Fueron a almorzar al Restaurant Suizo de la Herradura. Los mozos y el maitre conocían al Chispas por su nombre, le hicieron algunas bromas y revoloteaban a su alrededor efusivos y diligentes, y el Chispas te había exigido probar ese coctel de fresa, la especialidad de la casa flaco, almibarado y explosivo. Se sentaron en una mesa que daba al malecón: veían el mar bravo; el cielo con nubes del invierno, y el Chispas te sugería el chupe a la limeña para comenzar y de segundo el picante de gallina o el arroz con pato.

– El postre lo escojo yo -dijo el Chispas, cuando el mozo se alejaba con el pedido-. Panqueques con manjar blanco. Cae regio después de hablar de negocios.

– ¿Vamos a hablar de negocios? -dijo Santiago-. Supongo que no vas a proponerme que trabaje contigo. No me amargues el almuerzo.

– Ya sé que oyes la palabra negocios y te salen ronchas, bohemio -se rió el Chispas-. Pero esta vez no te puedes librar, aunque sea un ratito. Te he traído aquí a ver si con platos picantes y cerveza helada te tragas mejor la píldora.

Se volvió a reír, algo artificialmente ahora, y mientras reía había brotado ese fulgor de incomodidad en sus ojos, Zavalita, esos puntitos brillantes e inquietos: ah flaco bohemio, había dicho dos veces, ah flaco bohemio. Ya no alocado, descastado, acomplejado y comunista, piensa. Piensa: algo más cariñoso, más vago, algo que podía ser todo. Flaco, bohemio, Zavalita.
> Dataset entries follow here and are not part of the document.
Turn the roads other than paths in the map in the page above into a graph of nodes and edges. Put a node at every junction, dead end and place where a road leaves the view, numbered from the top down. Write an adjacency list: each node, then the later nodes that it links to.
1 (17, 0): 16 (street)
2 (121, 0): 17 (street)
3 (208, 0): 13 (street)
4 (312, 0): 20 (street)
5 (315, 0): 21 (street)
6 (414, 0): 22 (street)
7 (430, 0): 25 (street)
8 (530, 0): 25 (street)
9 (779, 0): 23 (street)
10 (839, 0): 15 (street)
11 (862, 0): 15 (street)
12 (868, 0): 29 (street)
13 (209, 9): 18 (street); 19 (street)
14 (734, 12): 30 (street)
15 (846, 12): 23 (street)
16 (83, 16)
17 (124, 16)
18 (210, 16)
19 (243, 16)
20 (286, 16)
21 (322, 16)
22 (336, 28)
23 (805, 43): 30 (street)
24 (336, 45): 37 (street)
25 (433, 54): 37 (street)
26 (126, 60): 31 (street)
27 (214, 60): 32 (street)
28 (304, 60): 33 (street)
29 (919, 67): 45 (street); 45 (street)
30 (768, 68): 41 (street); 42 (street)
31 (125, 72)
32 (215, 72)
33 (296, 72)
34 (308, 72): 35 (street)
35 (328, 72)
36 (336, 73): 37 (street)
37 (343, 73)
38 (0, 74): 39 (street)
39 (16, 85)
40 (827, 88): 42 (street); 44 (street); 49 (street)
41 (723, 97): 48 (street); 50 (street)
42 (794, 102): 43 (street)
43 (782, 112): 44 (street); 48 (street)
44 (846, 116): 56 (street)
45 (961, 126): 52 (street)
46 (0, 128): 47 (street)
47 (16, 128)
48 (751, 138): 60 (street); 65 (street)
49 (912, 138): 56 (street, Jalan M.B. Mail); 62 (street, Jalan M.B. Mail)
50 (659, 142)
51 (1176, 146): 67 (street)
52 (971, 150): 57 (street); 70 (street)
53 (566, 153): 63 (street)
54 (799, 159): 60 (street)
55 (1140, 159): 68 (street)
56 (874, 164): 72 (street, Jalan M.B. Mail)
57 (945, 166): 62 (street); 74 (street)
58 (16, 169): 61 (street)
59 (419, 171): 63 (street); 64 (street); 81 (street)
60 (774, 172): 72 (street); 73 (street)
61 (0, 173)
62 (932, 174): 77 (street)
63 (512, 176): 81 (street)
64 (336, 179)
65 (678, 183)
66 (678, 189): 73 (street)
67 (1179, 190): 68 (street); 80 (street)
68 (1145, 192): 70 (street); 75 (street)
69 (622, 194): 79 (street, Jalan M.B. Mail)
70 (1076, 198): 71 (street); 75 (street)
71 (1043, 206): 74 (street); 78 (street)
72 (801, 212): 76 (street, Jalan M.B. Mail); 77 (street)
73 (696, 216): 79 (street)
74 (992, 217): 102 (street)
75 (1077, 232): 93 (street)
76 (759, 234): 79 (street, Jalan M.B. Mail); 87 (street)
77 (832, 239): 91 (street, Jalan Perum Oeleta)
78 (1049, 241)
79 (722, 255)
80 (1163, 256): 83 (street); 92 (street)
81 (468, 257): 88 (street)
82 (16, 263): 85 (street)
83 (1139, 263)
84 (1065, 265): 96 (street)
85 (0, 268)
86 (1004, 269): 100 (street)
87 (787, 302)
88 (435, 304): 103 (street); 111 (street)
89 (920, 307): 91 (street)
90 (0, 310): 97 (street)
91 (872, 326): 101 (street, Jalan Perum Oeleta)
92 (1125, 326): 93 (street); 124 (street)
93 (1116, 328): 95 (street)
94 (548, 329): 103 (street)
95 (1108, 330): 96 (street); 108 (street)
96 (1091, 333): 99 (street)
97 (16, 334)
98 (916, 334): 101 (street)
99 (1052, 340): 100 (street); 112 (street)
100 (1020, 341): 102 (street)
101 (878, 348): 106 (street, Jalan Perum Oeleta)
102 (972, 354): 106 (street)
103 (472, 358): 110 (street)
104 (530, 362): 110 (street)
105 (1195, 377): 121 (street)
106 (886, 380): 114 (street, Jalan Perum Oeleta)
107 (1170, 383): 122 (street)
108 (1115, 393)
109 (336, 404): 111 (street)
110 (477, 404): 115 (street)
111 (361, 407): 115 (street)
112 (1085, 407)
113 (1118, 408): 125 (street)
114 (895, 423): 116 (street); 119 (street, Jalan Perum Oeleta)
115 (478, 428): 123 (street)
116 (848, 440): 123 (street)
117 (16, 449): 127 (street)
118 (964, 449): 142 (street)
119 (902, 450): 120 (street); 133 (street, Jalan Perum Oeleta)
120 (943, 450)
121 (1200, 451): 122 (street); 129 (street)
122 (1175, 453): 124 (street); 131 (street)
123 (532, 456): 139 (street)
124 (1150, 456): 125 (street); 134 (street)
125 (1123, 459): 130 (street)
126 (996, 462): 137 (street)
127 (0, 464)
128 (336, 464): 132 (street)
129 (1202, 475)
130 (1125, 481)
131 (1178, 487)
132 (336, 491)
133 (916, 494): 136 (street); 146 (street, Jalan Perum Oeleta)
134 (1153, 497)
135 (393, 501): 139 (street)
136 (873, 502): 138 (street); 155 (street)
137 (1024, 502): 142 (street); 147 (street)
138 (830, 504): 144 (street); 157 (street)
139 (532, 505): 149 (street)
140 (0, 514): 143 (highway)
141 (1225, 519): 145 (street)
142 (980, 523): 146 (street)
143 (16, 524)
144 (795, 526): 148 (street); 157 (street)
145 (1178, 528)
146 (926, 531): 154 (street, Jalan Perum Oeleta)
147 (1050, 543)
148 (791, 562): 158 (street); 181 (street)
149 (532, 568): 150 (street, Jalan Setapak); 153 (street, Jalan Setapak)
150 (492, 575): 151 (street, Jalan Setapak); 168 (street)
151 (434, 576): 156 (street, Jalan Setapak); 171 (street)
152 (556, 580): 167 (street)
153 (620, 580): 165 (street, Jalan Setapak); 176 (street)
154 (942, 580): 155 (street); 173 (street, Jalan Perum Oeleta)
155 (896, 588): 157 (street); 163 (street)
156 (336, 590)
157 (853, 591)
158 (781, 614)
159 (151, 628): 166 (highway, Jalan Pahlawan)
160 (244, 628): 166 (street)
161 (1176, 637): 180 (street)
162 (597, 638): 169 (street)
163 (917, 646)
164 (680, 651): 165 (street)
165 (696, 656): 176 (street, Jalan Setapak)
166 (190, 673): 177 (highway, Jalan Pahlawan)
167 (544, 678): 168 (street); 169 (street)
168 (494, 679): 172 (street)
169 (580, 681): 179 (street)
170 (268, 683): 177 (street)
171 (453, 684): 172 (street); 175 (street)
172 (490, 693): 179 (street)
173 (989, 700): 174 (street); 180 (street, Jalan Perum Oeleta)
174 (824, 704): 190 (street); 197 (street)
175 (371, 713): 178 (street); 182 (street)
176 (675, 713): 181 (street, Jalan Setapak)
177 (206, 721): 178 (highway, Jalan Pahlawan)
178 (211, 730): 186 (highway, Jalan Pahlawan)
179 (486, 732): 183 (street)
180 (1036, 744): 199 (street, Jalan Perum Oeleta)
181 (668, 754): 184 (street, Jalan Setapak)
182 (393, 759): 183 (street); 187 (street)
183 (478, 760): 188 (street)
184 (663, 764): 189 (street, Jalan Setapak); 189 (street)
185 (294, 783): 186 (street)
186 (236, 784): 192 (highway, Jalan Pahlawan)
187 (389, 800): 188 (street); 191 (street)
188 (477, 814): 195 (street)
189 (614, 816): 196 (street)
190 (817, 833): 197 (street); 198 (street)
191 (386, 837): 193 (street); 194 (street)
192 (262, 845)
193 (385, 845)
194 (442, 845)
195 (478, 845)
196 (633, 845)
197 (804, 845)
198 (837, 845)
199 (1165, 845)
– Pásame la píldora de una vez, entonces -dijo Santiago-. Antes del chupe.

– A ti te importa todo un pito, bohemio -dijo el Chispas, dejando de reír conservando un halo de sonrisa en la cara rasurada; pero en el fondo de sus ojos continuaba, aumentaba la desazón y aparecía la alarma, Zavalita-. Tantos meses que murió el viejo y ni se te ha ocurrido preguntar por los negocios que dejó.